Saved entries:
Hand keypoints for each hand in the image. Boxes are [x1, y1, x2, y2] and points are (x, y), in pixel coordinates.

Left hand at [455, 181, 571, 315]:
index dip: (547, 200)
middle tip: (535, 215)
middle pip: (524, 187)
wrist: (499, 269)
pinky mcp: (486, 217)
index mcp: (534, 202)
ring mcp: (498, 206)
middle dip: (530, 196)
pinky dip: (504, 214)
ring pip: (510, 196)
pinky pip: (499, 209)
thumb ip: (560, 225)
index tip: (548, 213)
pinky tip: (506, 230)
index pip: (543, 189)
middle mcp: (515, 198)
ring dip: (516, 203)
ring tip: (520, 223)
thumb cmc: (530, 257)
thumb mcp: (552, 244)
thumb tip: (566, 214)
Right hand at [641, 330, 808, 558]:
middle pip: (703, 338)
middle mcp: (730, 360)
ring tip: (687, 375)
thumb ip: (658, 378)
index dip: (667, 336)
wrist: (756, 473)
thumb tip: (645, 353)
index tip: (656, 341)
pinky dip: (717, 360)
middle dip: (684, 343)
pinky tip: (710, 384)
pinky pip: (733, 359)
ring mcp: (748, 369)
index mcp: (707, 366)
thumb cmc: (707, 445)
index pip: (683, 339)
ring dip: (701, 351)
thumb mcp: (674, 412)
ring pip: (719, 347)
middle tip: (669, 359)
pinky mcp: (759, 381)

Try it. Only the number is wanted. Count the lines above that include the word "ring".

Response. 8